Getting a Tattoo in Five Months – SG Phillips
September 17, 2023
Hey man, I know this is weird to send through a mass text message, but I’m going to commit suicide in about four months. Maybe five. There won’t be anything you, or anyone else, can do about it, and I know this news will be upsetting for you to hear, but, ultimately, it is my decision, and I think, personally, that this is the best way for me to go about doing this. That is, letting you, my parents, my brother, my former lovers, etc. know four to five months in advance. This way all relevant parties, including myself, will have the time to fully evaluate the consequences of this decision and not feel taken off guard by it, and so, they can prepare to react gracefully to this inevitability.
I’ve always been a fan of the Irish Goodbye for leaving parties. I always leave and go to bed without telling anyone, but that feels very unkind to do in this particular instance. As far as the why, and how, of this occurrence: rest assured, my reasons are justified and my methods are thoroughly understood. I will not be the victim of any undeserved suffering. It’ll be a clean cut. Trust me.
If you’re worried about my afterlife, or if I’m not trustworthy to determine the state of my soul: I know that my soul maybe-maybe-maybe-might be engulfed in the fires of hell by this action for what will feel like several eternities. I know my Bible. But I will at least arrive to that too-warm electric blanket of brimstone and suffering knowing that I deserve everything I am about to feel, as “Gilded Hours,” by The Believers, in particular the guitar hook at the chorus, resounds in my eardrums while my soul shoots downward. Personally, I don’t believe in souls, though. It is much prettier to me to think nothing is permanent. It makes the people we meet even more special: none of us are ever going to be seen, by any of us, ever again. That’s why I’m giving this four to five months.

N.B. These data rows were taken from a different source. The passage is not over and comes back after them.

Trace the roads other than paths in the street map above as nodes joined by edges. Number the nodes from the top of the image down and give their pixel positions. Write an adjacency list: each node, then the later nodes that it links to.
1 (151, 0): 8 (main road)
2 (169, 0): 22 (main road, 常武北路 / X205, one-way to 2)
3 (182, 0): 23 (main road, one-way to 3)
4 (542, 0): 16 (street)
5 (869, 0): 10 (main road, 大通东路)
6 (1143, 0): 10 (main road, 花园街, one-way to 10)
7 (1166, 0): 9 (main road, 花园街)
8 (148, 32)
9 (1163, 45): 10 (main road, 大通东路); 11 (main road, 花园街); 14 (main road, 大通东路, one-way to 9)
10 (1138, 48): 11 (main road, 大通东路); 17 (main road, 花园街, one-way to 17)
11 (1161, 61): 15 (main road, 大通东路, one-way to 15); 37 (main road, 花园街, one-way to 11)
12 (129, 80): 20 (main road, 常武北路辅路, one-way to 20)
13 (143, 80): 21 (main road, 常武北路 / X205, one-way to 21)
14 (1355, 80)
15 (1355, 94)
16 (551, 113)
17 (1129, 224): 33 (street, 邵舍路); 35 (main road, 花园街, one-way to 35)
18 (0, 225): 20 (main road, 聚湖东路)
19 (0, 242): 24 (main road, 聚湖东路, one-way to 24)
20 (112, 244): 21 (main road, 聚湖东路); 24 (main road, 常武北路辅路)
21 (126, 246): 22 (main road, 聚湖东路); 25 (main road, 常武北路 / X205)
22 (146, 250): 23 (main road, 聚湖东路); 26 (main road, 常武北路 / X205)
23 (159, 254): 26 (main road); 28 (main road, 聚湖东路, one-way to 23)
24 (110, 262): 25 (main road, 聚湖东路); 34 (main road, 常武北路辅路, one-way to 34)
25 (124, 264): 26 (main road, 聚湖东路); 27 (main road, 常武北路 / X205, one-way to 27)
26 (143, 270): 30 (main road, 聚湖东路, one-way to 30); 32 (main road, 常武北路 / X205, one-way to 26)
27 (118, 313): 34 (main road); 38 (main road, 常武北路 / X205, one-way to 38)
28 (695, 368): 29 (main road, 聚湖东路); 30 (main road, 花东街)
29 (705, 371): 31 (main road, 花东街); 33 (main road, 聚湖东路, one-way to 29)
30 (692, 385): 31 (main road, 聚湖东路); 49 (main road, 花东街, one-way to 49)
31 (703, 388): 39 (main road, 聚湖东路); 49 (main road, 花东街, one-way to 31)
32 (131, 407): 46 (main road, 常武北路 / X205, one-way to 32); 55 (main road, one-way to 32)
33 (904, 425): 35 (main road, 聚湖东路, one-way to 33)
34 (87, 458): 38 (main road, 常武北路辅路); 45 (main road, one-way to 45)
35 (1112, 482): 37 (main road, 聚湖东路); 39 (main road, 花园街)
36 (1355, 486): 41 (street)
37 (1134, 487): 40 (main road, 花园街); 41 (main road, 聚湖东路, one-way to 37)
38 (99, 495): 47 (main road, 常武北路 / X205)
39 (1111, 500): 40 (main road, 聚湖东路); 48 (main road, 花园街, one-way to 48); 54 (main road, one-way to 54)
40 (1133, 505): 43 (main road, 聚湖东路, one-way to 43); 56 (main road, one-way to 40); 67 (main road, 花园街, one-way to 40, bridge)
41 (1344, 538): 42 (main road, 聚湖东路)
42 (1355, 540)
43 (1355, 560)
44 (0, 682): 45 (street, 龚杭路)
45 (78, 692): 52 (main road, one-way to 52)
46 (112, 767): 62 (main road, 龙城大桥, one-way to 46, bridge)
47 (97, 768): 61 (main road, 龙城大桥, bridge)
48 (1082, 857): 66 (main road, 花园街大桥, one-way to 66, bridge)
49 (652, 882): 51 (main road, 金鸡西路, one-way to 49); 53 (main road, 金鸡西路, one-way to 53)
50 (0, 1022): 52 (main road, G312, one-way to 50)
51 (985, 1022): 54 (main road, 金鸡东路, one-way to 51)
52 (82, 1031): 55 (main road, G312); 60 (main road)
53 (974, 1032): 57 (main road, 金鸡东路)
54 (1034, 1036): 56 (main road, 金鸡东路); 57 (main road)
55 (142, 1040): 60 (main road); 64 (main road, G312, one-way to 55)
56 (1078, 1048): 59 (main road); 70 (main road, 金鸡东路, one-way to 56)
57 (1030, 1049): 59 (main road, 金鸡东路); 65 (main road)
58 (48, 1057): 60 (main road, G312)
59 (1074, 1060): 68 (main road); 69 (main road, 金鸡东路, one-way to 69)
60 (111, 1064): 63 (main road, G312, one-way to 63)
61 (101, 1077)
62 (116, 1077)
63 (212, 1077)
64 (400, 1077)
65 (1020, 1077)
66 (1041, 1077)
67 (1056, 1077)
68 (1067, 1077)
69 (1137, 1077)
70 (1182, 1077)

I know that this news will be upsetting to you, and I hope you can eventually find forgiveness in your heart for this. I understand how selfish I am being– to everyone, not to only my family, not only to my brother who bullied me but taught me how to play videogames and who still teaches me about video games like Bloodborne and Dark Souls, and who loves me; I am also being selfish to my mother, AKA my mom; who taught me how to walk and talk and probably even how to think and how to love someone, and who definitely taught me that love is an objective thing that exists independent of any of us though we might often fail to get to it or even point at it. And to my dad, who taught me how to play basketball, and who also taught me that Organic Chemistry is a class that isn’t to be fucked around in, to prepare for it, and so I did, and got an A. What I mean is I succeeded because of these people that I am going to let down five months from now. I’m not mentioning any other friends, or you, specifically, in this. That’s why this whole thing is a mass text, aside from this last part: I’m sending you this to let you know that I didn’t forget about you, who taught me that music of all genres is to be listened to charitably, and that all people are to be listened to charitably as well. You taught me that every person ever, even the worst and most unredeemable bores, are absolutely fascinating people that you could spend an eternity in conversation with, just so long as you’re patient enough to figure out the right questions to ask. So I’m asking you to read this charitably. But I need to bow out of your life, and their lives too. On it all. Five months from now.